Work to complete ->
Copy each line of the records that includes "roads".

^^^^

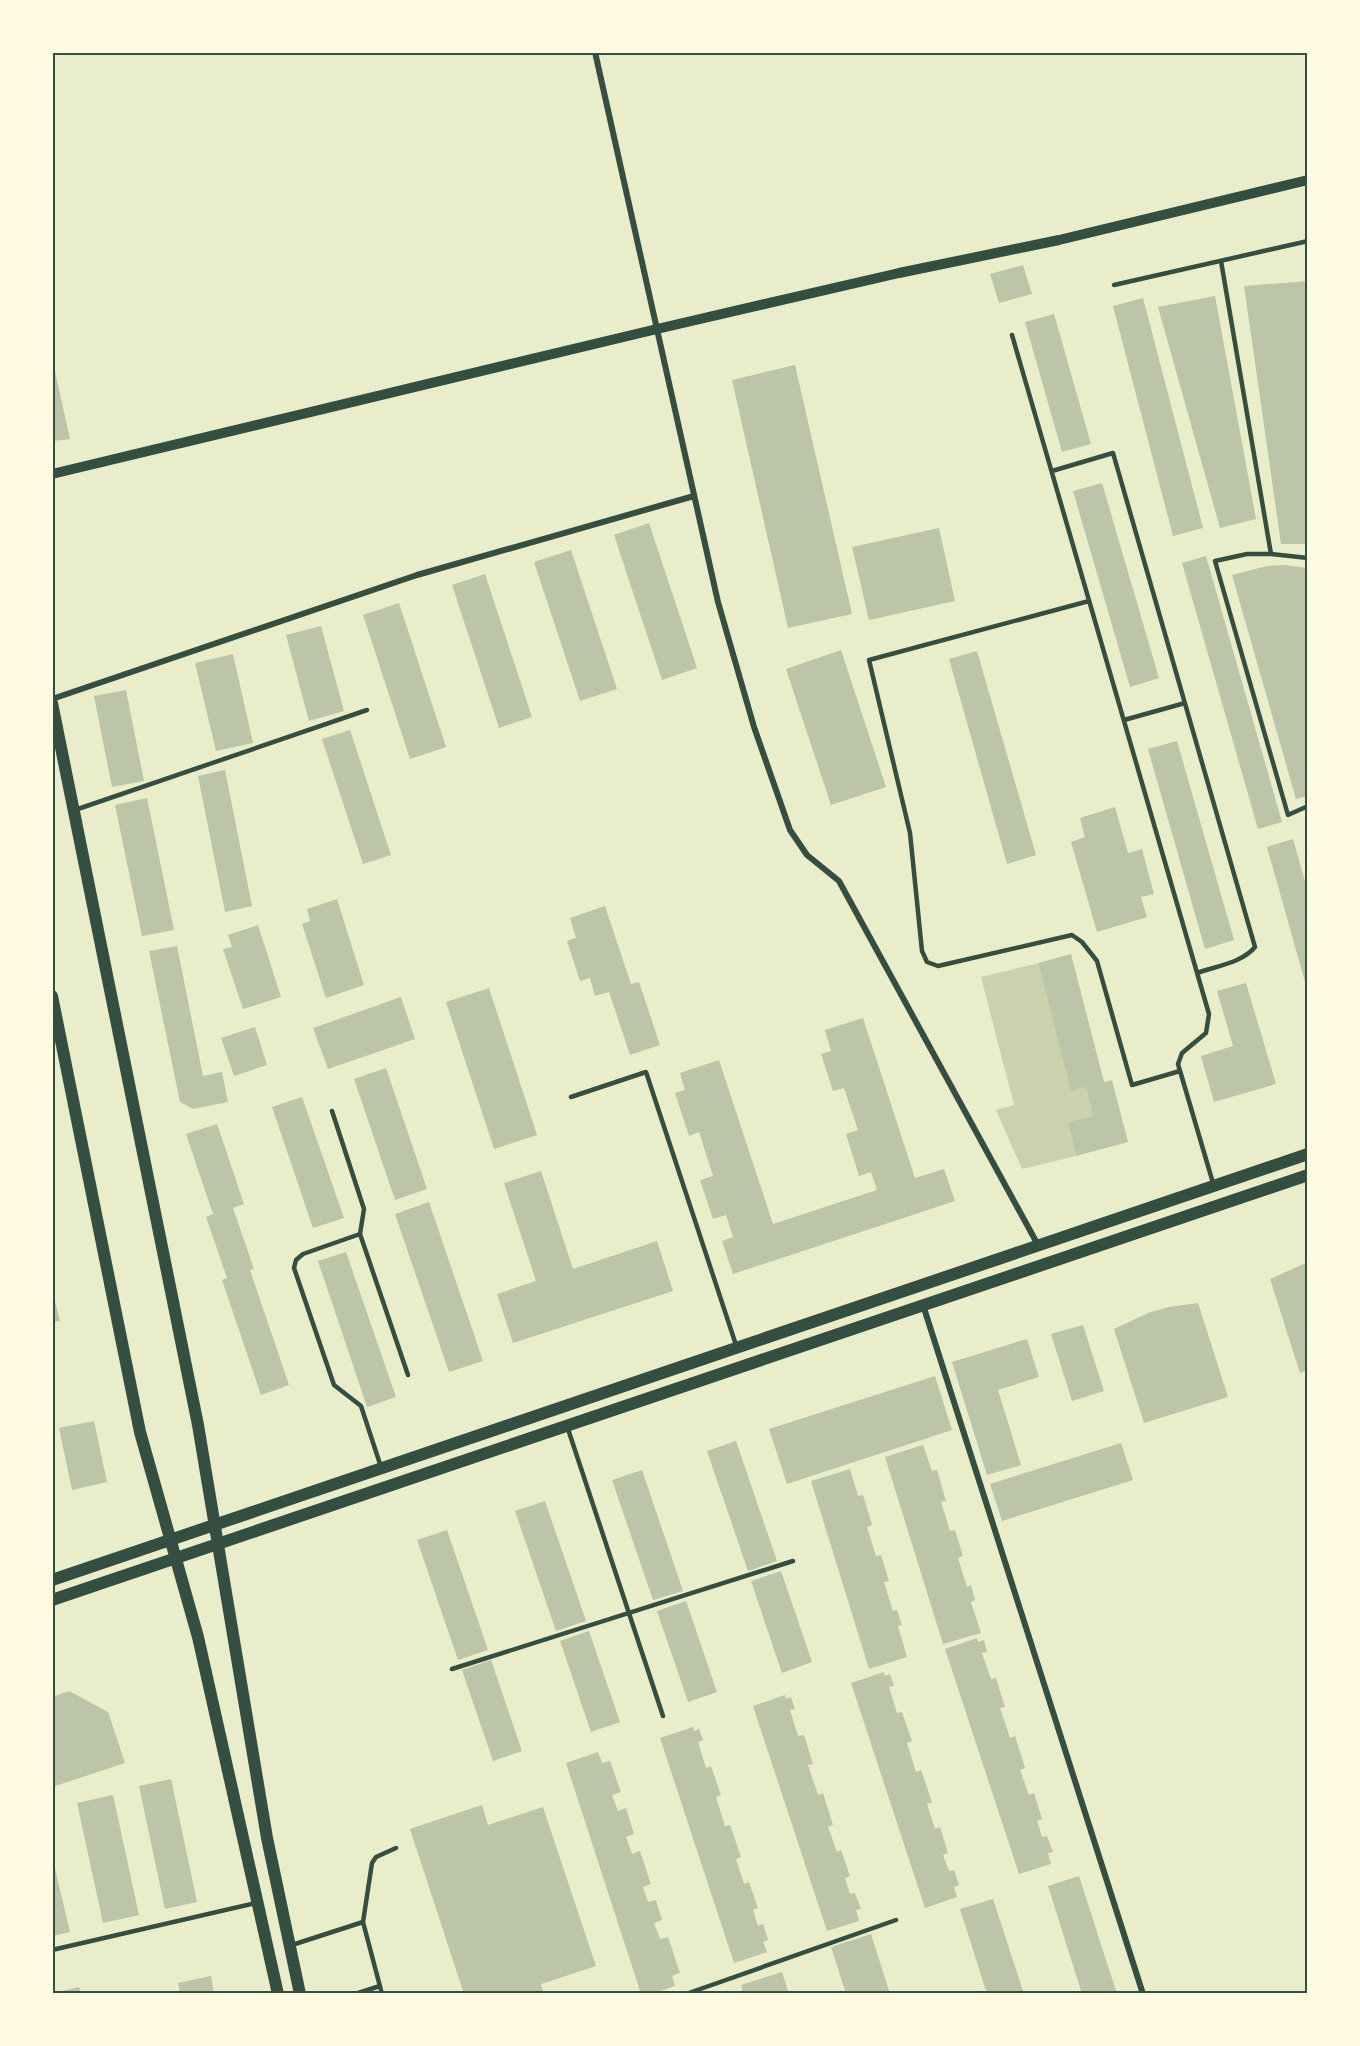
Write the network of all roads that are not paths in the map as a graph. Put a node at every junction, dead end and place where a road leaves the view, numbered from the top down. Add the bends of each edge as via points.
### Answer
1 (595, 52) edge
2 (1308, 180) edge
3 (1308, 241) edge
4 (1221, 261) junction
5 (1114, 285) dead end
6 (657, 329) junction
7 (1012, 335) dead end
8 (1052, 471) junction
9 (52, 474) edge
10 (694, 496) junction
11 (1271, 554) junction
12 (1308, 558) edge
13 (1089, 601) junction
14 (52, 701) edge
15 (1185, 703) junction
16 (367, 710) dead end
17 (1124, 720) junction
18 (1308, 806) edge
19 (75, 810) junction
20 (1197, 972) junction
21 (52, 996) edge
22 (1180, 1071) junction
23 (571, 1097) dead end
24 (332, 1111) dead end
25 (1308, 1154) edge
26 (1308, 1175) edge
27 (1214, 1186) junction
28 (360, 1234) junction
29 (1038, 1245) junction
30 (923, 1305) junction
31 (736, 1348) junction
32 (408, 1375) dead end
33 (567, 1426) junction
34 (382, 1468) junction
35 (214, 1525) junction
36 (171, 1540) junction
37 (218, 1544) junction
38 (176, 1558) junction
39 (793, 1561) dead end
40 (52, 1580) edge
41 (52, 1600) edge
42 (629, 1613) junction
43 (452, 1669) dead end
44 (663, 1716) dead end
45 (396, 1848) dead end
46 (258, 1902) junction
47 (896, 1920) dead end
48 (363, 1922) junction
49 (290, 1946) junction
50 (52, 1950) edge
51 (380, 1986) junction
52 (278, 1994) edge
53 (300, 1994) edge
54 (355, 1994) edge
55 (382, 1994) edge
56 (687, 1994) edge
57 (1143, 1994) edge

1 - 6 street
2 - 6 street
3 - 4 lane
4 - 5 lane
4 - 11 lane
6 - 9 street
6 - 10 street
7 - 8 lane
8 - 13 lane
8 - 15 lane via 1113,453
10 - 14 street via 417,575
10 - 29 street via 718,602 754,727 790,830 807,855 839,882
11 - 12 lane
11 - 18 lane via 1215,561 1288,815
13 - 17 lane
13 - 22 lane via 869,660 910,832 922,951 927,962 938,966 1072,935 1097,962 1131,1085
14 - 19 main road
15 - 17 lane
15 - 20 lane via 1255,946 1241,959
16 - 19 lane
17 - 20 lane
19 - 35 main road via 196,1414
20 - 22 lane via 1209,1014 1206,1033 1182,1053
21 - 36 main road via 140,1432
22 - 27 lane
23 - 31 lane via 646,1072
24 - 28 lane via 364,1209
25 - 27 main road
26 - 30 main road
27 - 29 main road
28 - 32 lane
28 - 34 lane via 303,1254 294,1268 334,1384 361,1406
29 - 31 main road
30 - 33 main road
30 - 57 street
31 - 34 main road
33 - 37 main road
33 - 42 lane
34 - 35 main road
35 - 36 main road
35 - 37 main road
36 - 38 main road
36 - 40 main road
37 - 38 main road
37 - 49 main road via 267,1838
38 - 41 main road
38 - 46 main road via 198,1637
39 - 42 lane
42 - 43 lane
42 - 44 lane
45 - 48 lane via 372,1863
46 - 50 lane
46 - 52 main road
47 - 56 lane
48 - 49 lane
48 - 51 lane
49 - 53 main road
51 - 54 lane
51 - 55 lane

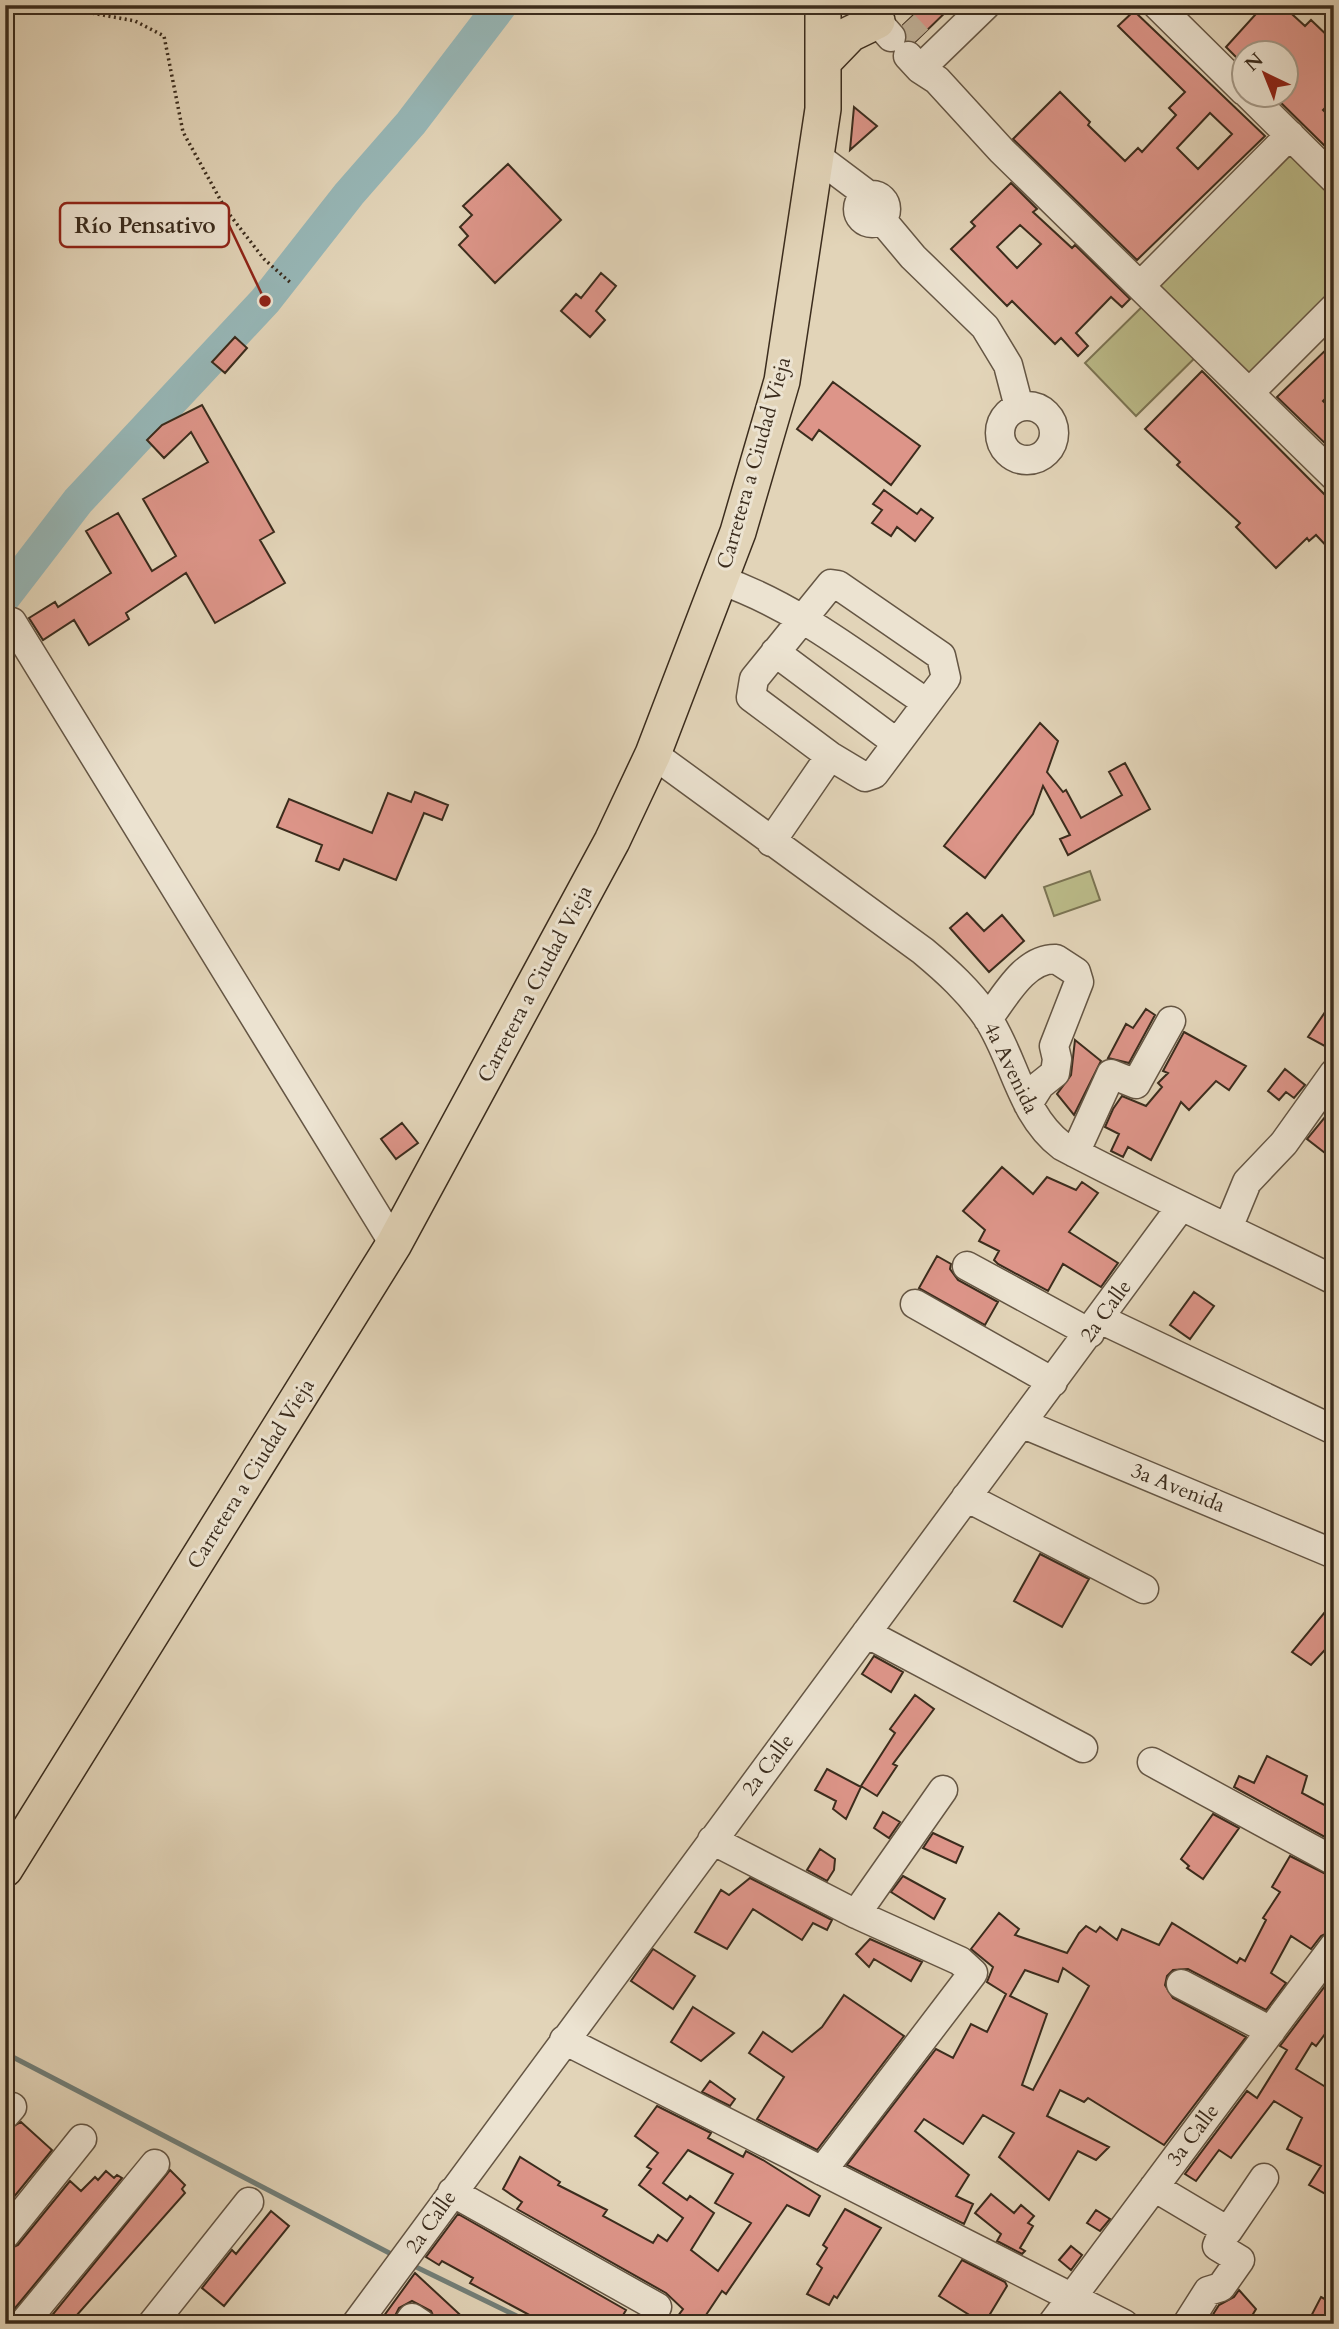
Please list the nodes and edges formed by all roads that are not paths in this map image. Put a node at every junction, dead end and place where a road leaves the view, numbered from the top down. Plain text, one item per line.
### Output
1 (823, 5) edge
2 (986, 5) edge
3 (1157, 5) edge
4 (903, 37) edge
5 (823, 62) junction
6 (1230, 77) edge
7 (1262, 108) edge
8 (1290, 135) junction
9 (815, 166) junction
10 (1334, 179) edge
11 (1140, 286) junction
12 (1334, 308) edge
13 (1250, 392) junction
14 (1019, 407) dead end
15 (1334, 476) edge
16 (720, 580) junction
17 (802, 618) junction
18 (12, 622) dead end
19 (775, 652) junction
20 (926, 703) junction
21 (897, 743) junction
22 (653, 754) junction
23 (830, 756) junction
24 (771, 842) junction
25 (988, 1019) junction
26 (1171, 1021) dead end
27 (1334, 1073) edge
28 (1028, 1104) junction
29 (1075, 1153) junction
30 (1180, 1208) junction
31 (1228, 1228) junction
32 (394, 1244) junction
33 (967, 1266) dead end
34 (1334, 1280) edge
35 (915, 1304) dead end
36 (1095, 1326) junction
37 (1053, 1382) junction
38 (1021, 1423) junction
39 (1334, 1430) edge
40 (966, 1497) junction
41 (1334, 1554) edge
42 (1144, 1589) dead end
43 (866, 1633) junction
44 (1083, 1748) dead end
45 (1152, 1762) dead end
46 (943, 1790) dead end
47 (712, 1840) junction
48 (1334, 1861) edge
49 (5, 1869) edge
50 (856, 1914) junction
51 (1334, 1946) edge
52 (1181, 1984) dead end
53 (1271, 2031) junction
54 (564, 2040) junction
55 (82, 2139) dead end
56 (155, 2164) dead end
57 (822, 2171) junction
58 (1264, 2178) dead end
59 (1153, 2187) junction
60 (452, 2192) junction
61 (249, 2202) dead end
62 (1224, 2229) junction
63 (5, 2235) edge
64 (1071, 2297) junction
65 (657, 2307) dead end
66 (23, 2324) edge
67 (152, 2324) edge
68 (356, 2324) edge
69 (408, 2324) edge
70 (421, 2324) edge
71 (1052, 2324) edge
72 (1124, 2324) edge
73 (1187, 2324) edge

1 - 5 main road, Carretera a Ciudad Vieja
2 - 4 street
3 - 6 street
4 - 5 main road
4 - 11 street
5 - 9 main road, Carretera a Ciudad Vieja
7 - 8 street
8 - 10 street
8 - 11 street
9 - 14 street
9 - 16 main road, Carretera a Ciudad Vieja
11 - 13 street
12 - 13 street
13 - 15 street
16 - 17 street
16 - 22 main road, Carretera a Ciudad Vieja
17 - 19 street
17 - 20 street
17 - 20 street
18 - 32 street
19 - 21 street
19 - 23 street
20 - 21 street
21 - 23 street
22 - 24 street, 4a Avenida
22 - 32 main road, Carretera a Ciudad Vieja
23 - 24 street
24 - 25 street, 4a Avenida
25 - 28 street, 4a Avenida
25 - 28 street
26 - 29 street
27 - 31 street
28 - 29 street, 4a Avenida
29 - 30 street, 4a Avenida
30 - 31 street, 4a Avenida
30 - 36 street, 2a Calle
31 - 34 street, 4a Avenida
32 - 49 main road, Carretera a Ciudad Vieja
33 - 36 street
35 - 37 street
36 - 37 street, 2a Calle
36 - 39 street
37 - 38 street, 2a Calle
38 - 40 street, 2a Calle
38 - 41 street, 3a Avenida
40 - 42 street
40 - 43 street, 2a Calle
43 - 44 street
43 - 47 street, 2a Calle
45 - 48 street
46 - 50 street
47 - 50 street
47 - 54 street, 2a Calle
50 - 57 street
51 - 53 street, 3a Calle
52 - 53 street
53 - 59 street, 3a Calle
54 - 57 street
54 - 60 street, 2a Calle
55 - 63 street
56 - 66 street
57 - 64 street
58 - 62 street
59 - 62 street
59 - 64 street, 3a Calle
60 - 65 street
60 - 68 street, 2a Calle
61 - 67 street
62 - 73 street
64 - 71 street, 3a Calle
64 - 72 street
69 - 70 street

^^^^

Answer area ->
Write the network of all roads that are not paths in the map as a graph. Put a node at every junction, dead end and place where a road leaves the view, numbered from the top down. Add the bends of each edge as via points.
Please list the nodes and edges formed by all roads that are not paths in this map image. Put a node at every junction, dead end and place where a road leaves the view, numbered from the top down. Plain text, one item per line.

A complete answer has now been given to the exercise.